Task description: Only the pictures are to be left out; set down the rest of the records exactly.

Dataset entries:
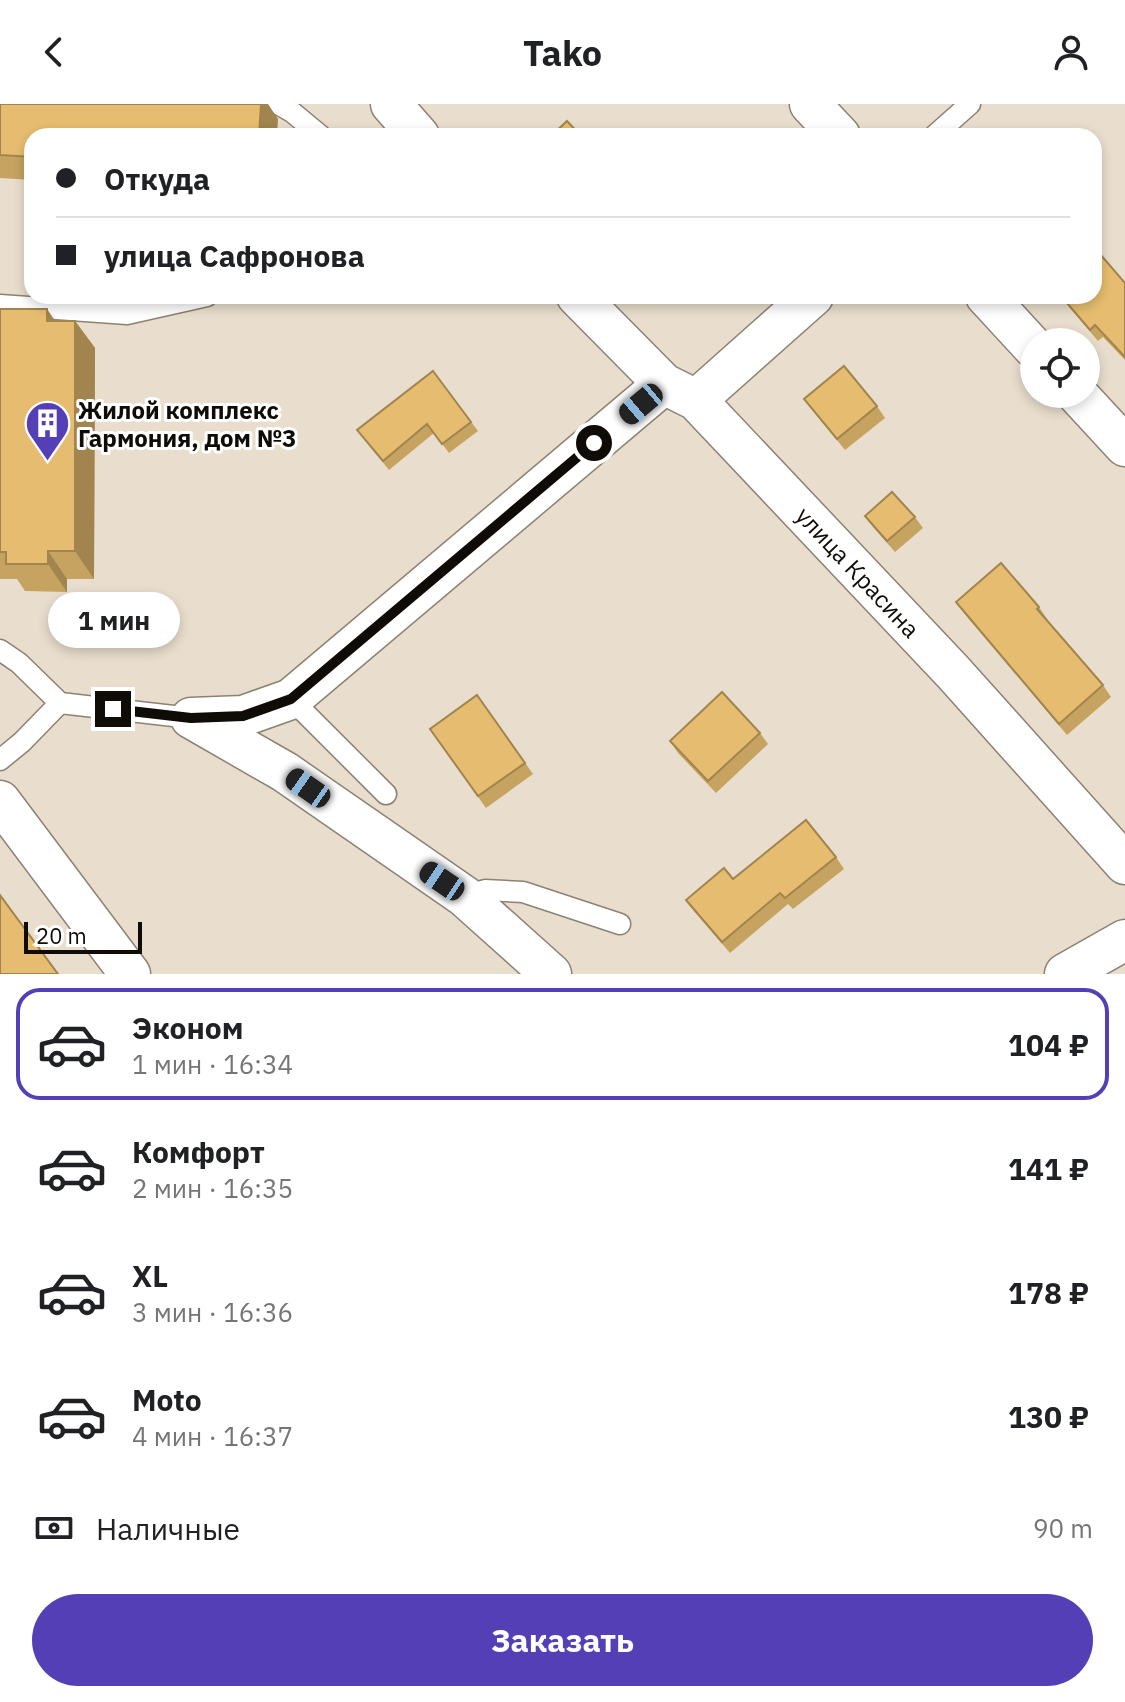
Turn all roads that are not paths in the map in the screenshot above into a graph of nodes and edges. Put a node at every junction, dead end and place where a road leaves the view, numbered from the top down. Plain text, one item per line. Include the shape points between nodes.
1 (278, 104) edge
2 (391, 104) edge
3 (810, 104) edge
4 (970, 104) edge
5 (311, 128) edge
6 (412, 128) edge
7 (832, 128) edge
8 (943, 128) edge
9 (171, 304) edge
10 (586, 304) edge
11 (802, 304) edge
12 (993, 304) edge
13 (0, 305) edge
14 (1020, 333) edge
15 (680, 392) junction
16 (1090, 408) edge
17 (1125, 446) edge
18 (0, 650) edge
19 (291, 699) junction
20 (60, 703) junction
21 (191, 718) junction
22 (0, 760) edge
23 (386, 794) dead end
24 (0, 801) edge
25 (1125, 864) edge
26 (464, 896) junction
27 (620, 924) dead end
28 (1125, 940) edge
29 (130, 974) edge
30 (551, 974) edge
31 (1065, 974) edge

1 - 5 lane
2 - 6 street
3 - 7 street
4 - 8 lane
9 - 13 lane via 127,314
10 - 15 street, улица Красина
11 - 15 street
12 - 14 street
15 - 19 street
15 - 25 street, улица Красина via 953,672
16 - 17 street
18 - 20 lane
19 - 21 street via 243,716
19 - 23 lane
20 - 21 lane
20 - 22 lane
21 - 26 street via 285,772
24 - 29 street
26 - 27 lane via 485,890 523,892
26 - 30 street
28 - 31 street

Task solution:
Turn all roads that are not paths in the map in the screenshot above into a graph of nodes and edges. Put a node at every junction, dead end and place where a road leaves the view, numbered from the top down. Plain text, one item per line. Include the shape points between nodes.
1 (278, 104) edge
2 (391, 104) edge
3 (810, 104) edge
4 (970, 104) edge
5 (311, 128) edge
6 (412, 128) edge
7 (832, 128) edge
8 (943, 128) edge
9 (171, 304) edge
10 (586, 304) edge
11 (802, 304) edge
12 (993, 304) edge
13 (0, 305) edge
14 (1020, 333) edge
15 (680, 392) junction
16 (1090, 408) edge
17 (1125, 446) edge
18 (0, 650) edge
19 (291, 699) junction
20 (60, 703) junction
21 (191, 718) junction
22 (0, 760) edge
23 (386, 794) dead end
24 (0, 801) edge
25 (1125, 864) edge
26 (464, 896) junction
27 (620, 924) dead end
28 (1125, 940) edge
29 (130, 974) edge
30 (551, 974) edge
31 (1065, 974) edge

1 - 5 lane
2 - 6 street
3 - 7 street
4 - 8 lane
9 - 13 lane via 127,314
10 - 15 street, улица Красина
11 - 15 street
12 - 14 street
15 - 19 street
15 - 25 street, улица Красина via 953,672
16 - 17 street
18 - 20 lane
19 - 21 street via 243,716
19 - 23 lane
20 - 21 lane
20 - 22 lane
21 - 26 street via 285,772
24 - 29 street
26 - 27 lane via 485,890 523,892
26 - 30 street
28 - 31 street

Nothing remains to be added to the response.